● **DIRECTIONS FOR THIS TASK**:
Read the lines below. Copy out any that hold the string "lane".

[Saved entries]

┌────────

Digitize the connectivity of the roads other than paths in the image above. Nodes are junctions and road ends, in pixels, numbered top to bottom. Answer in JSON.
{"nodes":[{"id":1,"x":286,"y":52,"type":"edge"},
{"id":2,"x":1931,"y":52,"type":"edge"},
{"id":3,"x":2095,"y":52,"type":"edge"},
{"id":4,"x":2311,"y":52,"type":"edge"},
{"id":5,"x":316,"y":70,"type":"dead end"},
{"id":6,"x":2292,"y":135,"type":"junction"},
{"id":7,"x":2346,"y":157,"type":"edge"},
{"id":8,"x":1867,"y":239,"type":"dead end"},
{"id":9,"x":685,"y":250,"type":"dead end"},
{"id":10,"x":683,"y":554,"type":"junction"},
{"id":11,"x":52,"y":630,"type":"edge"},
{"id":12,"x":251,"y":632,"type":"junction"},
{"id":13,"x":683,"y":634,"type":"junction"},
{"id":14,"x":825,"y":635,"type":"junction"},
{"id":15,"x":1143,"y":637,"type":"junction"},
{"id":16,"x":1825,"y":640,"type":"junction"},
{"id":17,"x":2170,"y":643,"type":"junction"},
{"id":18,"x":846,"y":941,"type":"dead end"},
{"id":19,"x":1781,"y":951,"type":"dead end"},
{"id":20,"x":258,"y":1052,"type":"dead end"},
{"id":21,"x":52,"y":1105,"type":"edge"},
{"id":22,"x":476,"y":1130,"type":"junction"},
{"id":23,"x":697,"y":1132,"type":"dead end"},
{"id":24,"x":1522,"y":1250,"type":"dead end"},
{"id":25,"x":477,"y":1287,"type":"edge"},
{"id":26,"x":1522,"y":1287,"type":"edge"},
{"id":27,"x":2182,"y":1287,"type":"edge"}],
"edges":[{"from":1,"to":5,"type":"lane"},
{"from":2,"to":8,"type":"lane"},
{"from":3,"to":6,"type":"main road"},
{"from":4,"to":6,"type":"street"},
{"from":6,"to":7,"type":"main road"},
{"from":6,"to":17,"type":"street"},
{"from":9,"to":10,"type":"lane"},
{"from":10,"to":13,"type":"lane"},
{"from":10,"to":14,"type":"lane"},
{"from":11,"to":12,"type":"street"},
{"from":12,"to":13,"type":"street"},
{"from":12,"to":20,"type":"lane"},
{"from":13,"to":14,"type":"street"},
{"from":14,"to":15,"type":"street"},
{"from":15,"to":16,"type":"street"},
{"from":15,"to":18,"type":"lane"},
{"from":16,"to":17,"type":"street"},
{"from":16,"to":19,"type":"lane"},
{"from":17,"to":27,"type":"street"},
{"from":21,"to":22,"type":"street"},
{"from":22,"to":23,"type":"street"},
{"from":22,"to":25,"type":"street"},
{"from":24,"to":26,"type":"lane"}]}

└────────

● **SOLUTION BELOW**:
"edges":[{"from":1,"to":5,"type":"lane"},
{"from":2,"to":8,"type":"lane"},
{"from":9,"to":10,"type":"lane"},
{"from":10,"to":13,"type":"lane"},
{"from":10,"to":14,"type":"lane"},
{"from":12,"to":20,"type":"lane"},
{"from":15,"to":18,"type":"lane"},
{"from":16,"to":19,"type":"lane"},
{"from":24,"to":26,"type":"lane"}]}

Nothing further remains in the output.